Check each line below for "Amanda" and report how many have it, nothing else.

Supplied information: Begin

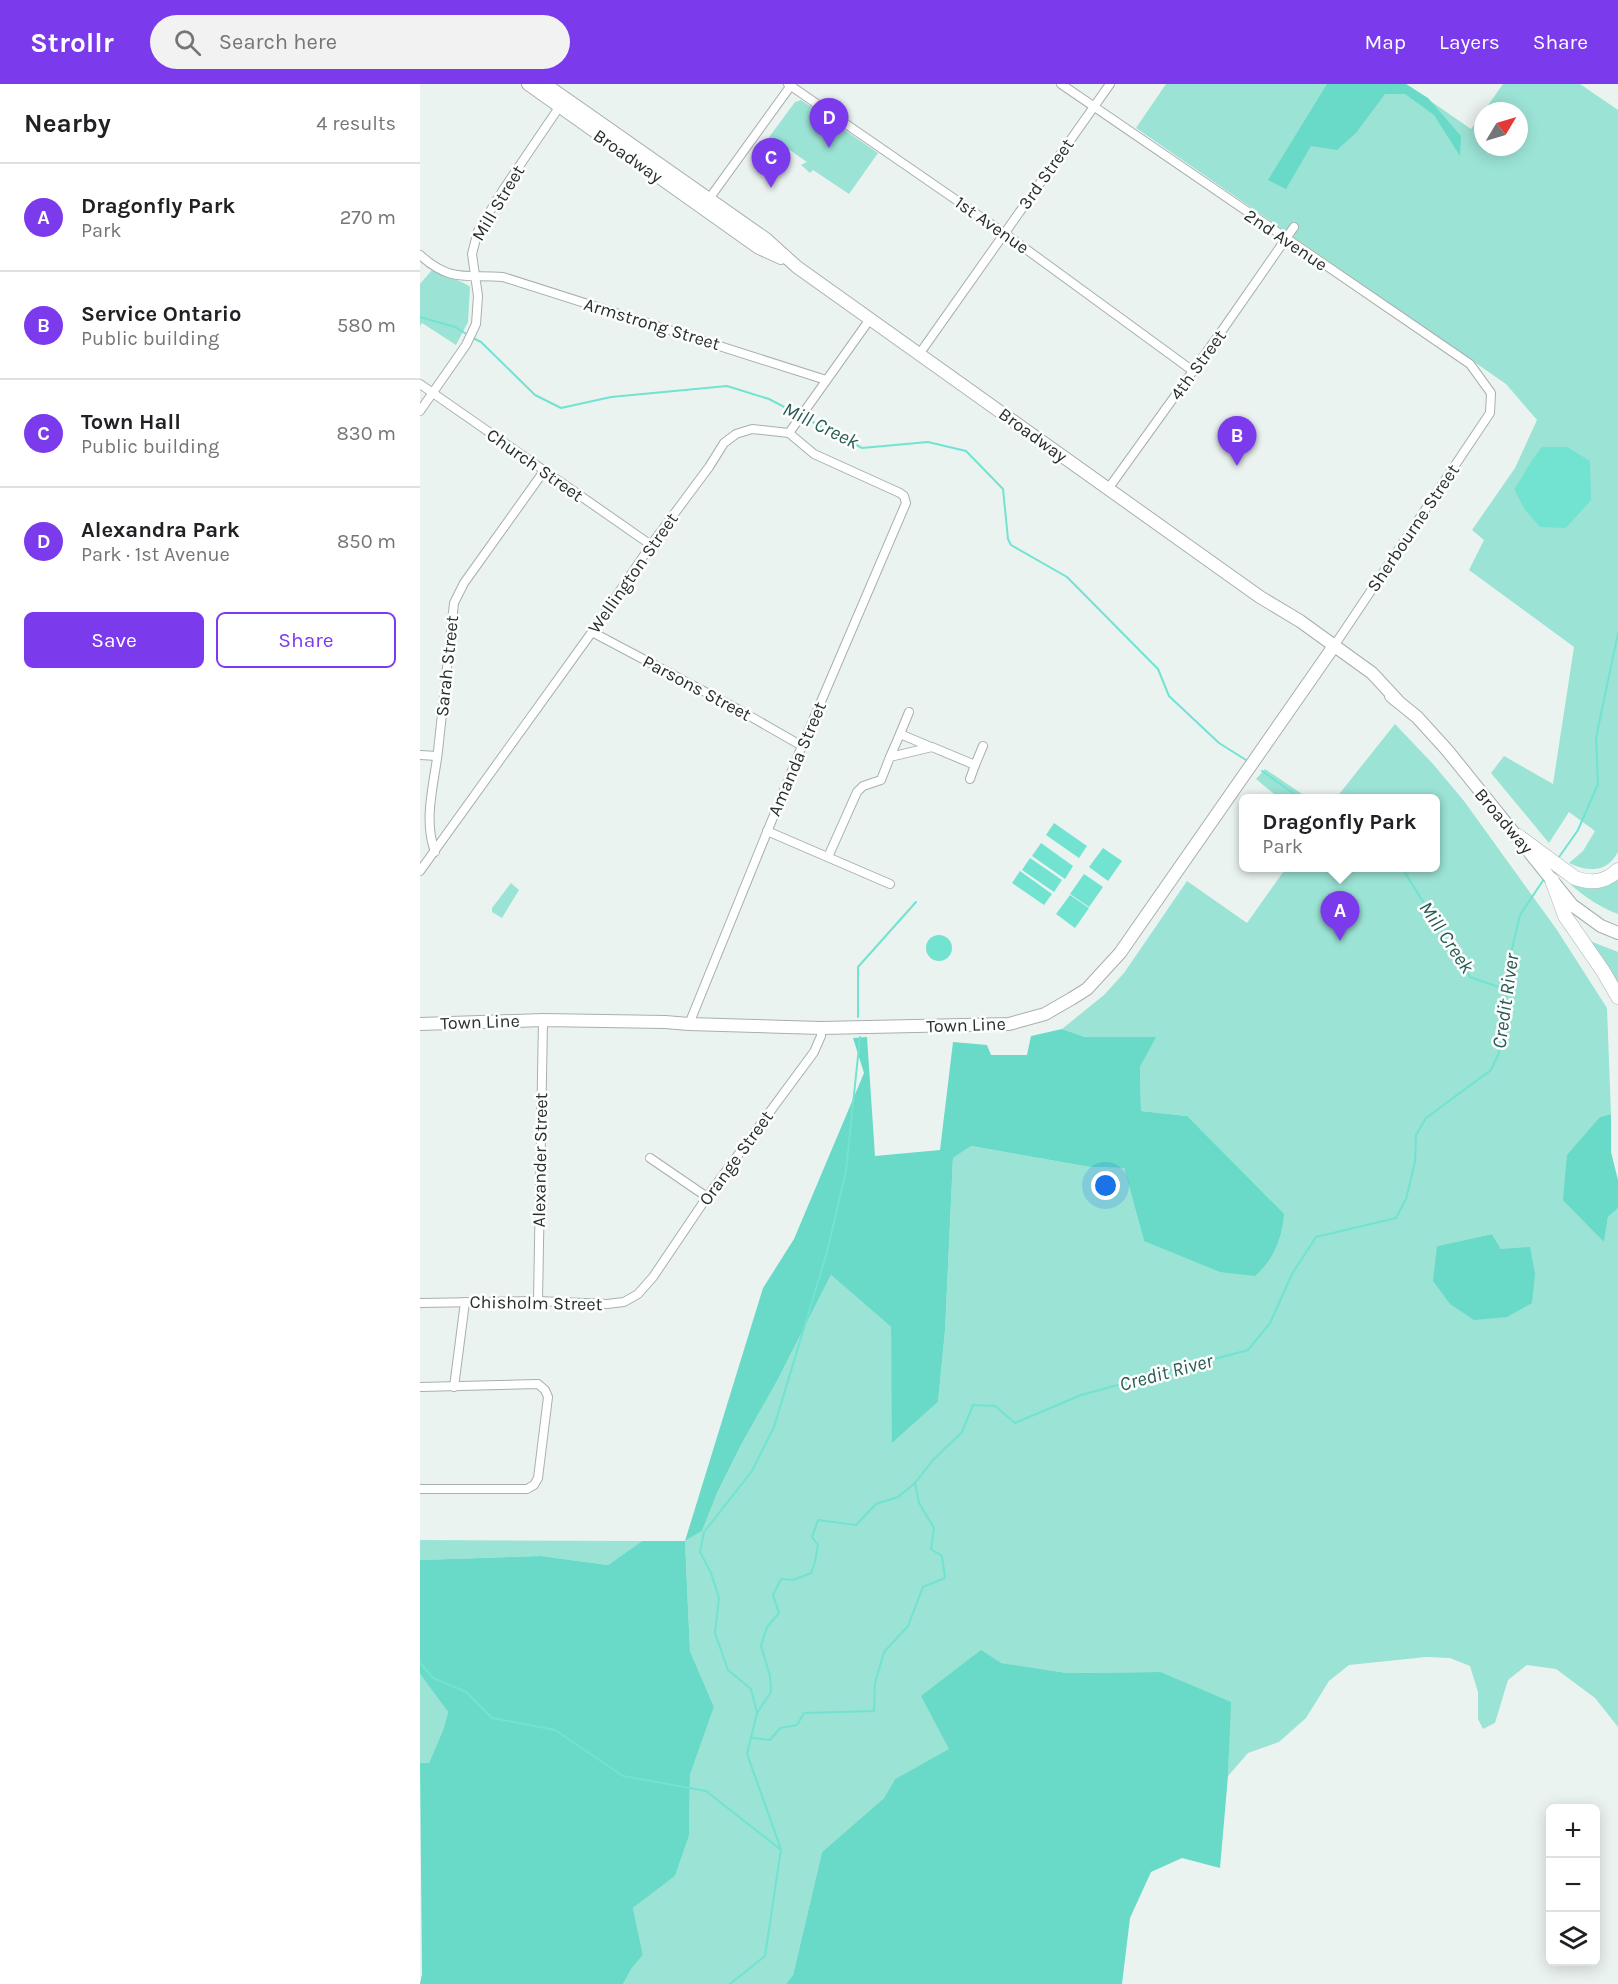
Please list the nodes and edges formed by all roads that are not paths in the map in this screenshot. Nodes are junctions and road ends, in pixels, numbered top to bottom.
1 (528, 84) edge
2 (545, 84) edge
3 (1061, 84) edge
4 (1110, 84) edge
5 (790, 85) edge
6 (563, 103) junction
7 (1093, 108) junction
8 (705, 204) junction
9 (1294, 227) dead end
10 (1004, 232) junction
11 (1286, 240) junction
12 (420, 255) edge
13 (476, 277) junction
14 (870, 319) junction
15 (920, 353) junction
16 (1193, 371) junction
17 (826, 380) junction
18 (420, 384) edge
19 (434, 393) junction
20 (1490, 409) joint
21 (420, 411) edge
22 (789, 433) junction
23 (544, 471) junction
24 (1108, 489) junction
25 (651, 545) junction
26 (592, 632) junction
27 (1333, 649) junction
28 (909, 712) dead end
29 (900, 734) junction
30 (802, 746) junction
31 (983, 746) dead end
32 (932, 747) junction
33 (420, 755) edge
34 (437, 756) junction
35 (890, 757) junction
36 (975, 765) junction
37 (970, 779) dead end
38 (767, 831) junction
39 (1518, 836) joint
40 (435, 852) junction
41 (828, 857) junction
42 (1546, 863) junction
43 (1618, 870) edge
44 (420, 871) edge
45 (1552, 880) junction
46 (890, 884) dead end
47 (1618, 933) edge
48 (1618, 997) edge
49 (543, 1020) junction
50 (420, 1024) edge
51 (689, 1024) junction
52 (821, 1028) junction
53 (650, 1158) dead end
54 (708, 1197) junction
55 (647, 1287) joint
56 (538, 1301) junction
57 (465, 1302) junction
58 (420, 1303) edge
59 (420, 1387) edge
60 (454, 1387) junction
61 (420, 1489) edge

1 - 6 main road, Broadway
2 - 6 main road, Broadway
3 - 7 street, 2nd Avenue
4 - 7 street, 3rd Street
5 - 8 street
5 - 10 street, 1st Avenue
6 - 8 main road, Broadway
6 - 13 street, Mill Street
7 - 10 street, 3rd Street
7 - 11 street, 2nd Avenue
8 - 14 main road, Broadway
9 - 11 street, 4th Street
10 - 15 street, 3rd Street
10 - 16 street, 1st Avenue
11 - 16 street, 4th Street
11 - 20 street, 2nd Avenue
12 - 13 street, Armstrong Street
13 - 17 street, Armstrong Street
13 - 19 street, Mill Street
14 - 15 main road, Broadway
14 - 17 street
15 - 24 main road, Broadway
16 - 24 street, 4th Street
17 - 22 street
18 - 19 street, Church Street
19 - 21 street, Mill Street
19 - 23 street, Church Street
20 - 27 street, Sherbourne Street
22 - 25 street, Wellington Street
22 - 30 street, Amanda Street
23 - 25 street, Church Street
23 - 34 street, Sarah Street
24 - 27 main road, Broadway
25 - 26 street, Wellington Street
26 - 30 street, Parsons Street
26 - 40 street, Wellington Street
27 - 39 main road, Broadway
27 - 52 main road, Town Line
28 - 29 street
29 - 32 street
29 - 35 street
30 - 38 street, Amanda Street
31 - 36 street
32 - 35 street
32 - 36 street
33 - 34 street
34 - 40 street, Sarah Street
35 - 41 street
36 - 37 street
38 - 41 street
38 - 51 street, Amanda Street
39 - 42 highway
40 - 44 street, Wellington Street
41 - 46 street
42 - 43 highway
42 - 45 main road, Broadway
45 - 47 main road, Broadway
45 - 48 highway
49 - 50 main road, Town Line
49 - 51 main road, Town Line
49 - 56 street, Alexander Street
51 - 52 main road, Town Line
52 - 54 street, Orange Street
53 - 54 street
54 - 55 street, Orange Street
55 - 56 street, Chisholm Street
56 - 57 street, Chisholm Street
57 - 58 street, Chisholm Street
57 - 60 street
59 - 60 street
60 - 61 street

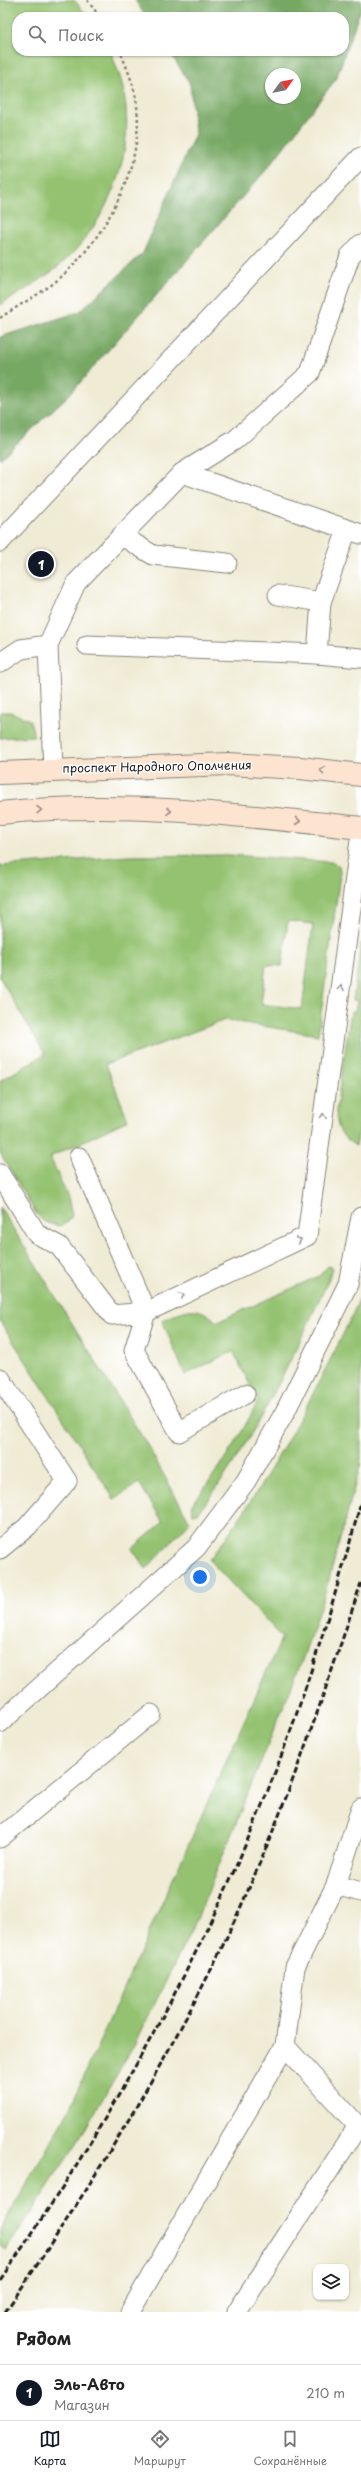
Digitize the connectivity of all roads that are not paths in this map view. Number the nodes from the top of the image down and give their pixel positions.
1 (361, 157) edge
2 (361, 244) edge
3 (182, 473) junction
4 (354, 532) edge
5 (122, 536) junction
6 (0, 542) edge
7 (227, 563) dead end
8 (278, 595) dead end
9 (321, 602) junction
10 (48, 645) junction
11 (88, 645) dead end
12 (317, 654) junction
13 (361, 658) edge
14 (0, 663) edge
15 (53, 769) junction
16 (0, 773) edge
17 (361, 776) edge
18 (0, 813) edge
19 (361, 828) edge
20 (361, 833) edge
21 (79, 1157) dead end
22 (0, 1174) edge
23 (361, 1216) edge
24 (146, 1312) junction
25 (0, 1378) edge
26 (245, 1394) dead end
27 (0, 1549) edge
28 (151, 1714) dead end
29 (0, 1723) edge
30 (361, 1808) edge
31 (0, 1838) edge
32 (336, 1885) junction
33 (361, 1892) edge
34 (286, 2046) junction
35 (359, 2130) edge
36 (130, 2312) edge
37 (237, 2312) edge

1 - 6 lane
2 - 3 lane
3 - 4 lane
3 - 5 lane
4 - 9 lane
5 - 7 lane
5 - 10 lane
8 - 9 lane
9 - 12 lane
10 - 14 lane
10 - 15 lane
11 - 12 lane
12 - 13 lane
15 - 16 main road, проспект Народного Ополчения
17 -> 15 main road, проспект Народного Ополчения
18 -> 19 main road
24 -> 20 lane
21 - 24 lane
22 - 24 lane
23 - 29 lane
24 - 26 lane
25 - 27 lane
28 - 31 lane
30 - 32 lane
32 - 33 lane
32 - 34 lane
34 - 35 lane
34 - 36 lane
35 - 37 lane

Supplied information: End

#### Response area
3